Adding bevacixumab to standard first-line carboplatin-plus-paclitaxel therapy extended survival and was well tolerated in Chinese patients with advanced or recurrent nonsquamous non–small-cell lung cancer, as has already been reported in white patients, according to a report published online May 26 in the Journal of Clinical Oncology.

Recent trials have reported that adding bevacixumab prolongs survival in NSCLC, but these studies have involved primarily white patients; data concerning the agents’ efficacy in Asian populations are sparse. So researchers performed an industry-sponsored, double-blind phase III trial involving 276 Chinese adults treated at 16 hospitals across China. These participants (median age, 57 years; range, 23-75 years) were randomly assigned to receive up to six cycles of either standard carboplatin/paclitaxel chemotherapy alone (138 patients) or carboplatin/paclitaxel plus bevacixumab (138 patients) and were followed for approximately 28 months, said Dr. Caicun Zhou, director of oncology at Shanghai (China) Pulmonary Hospital and director of the Cancer Institute at Tongji University, Shanghai, and his associates.

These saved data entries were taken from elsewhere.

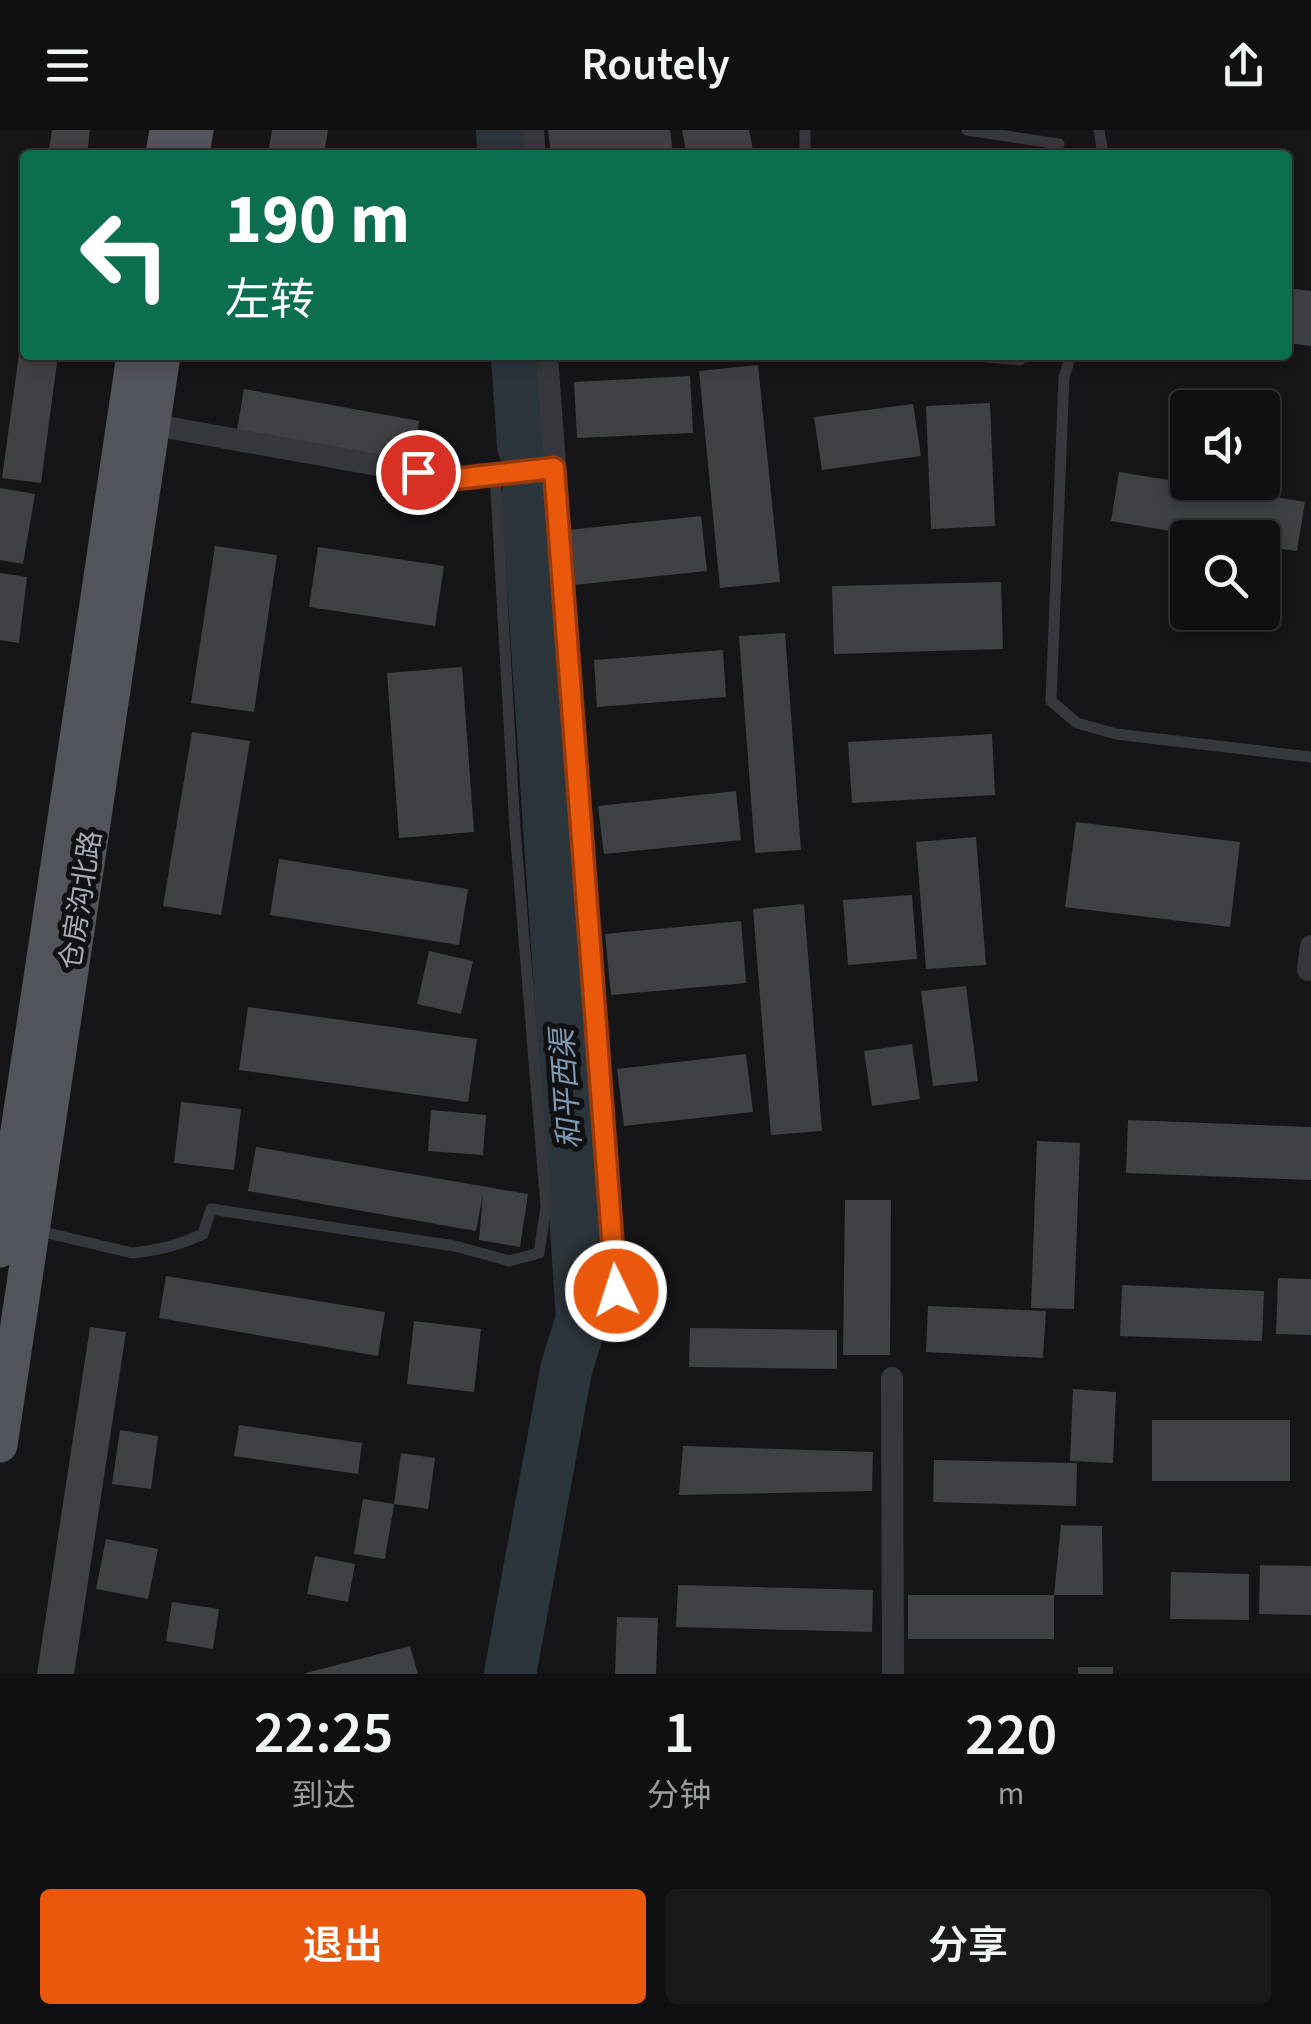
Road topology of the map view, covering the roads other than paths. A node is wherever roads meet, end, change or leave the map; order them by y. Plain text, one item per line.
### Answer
1 (967, 130) edge
2 (1060, 144) dead end
3 (134, 360) edge
4 (161, 360) edge
5 (547, 360) edge
6 (1069, 360) edge
7 (139, 422) junction
8 (554, 468) junction
9 (495, 474) junction
10 (1311, 756) edge
11 (1311, 946) edge
12 (1309, 971) edge
13 (19, 1154) edge
14 (31, 1229) junction
15 (0, 1250) edge
16 (616, 1291) dead end
17 (892, 1378) dead end
18 (0, 1445) edge
19 (893, 1674) edge

1 - 2 lane
3 - 7 main road, 仓房沟北路
4 - 7 main road, 仓房沟北路
5 - 8 street
6 - 10 lane
7 - 9 street
7 - 13 main road, 仓房沟北路
8 - 9 street
8 - 16 street
9 - 14 lane
11 - 12 street
13 - 14 main road, 仓房沟北路
13 - 15 main road, 仓房沟北路
14 - 18 main road, 仓房沟北路
17 - 19 street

The primary efficacy endpoint, progression-free survival, was extended with the addition of bevacixumab, with an HR of 0.40. The median survival was 9.2 months with bevacixumab and 6.5 months without it, a significant difference. The median overall survival also was significantly longer with bevacixumab (24.3 months) than without it (17.7 months). Other secondary endpoints also were improved by the addition of bevacixumab, including the objective response rate (54% vs. 26%), the disease control rate (94% vs. 89%), and the median duration of treatment response (8.0 months vs. 5.3 months).

Adverse effects were consistent with these agents’ established safety profiles, and no new safety concerns were identified. The most common adverse effects were hematologic abnormalities, GI disorders, and alopecia, and the incidence of less serious adverse effects was comparable between the two study groups. The rate of more serious adverse events was higher in the bevacixumab group (11% vs. 2%) and was largely due to hypertension and proteinuria, the investigators reported (J. Clin. Oncol. 2015 May 26 [doi:10.1200/JCO.2014.59.4424]).

“These data have confirmed that bevacixumab has clinically meaningful efficacy and an acceptable safety profile in Asian populations, as well as in global populations,” they added.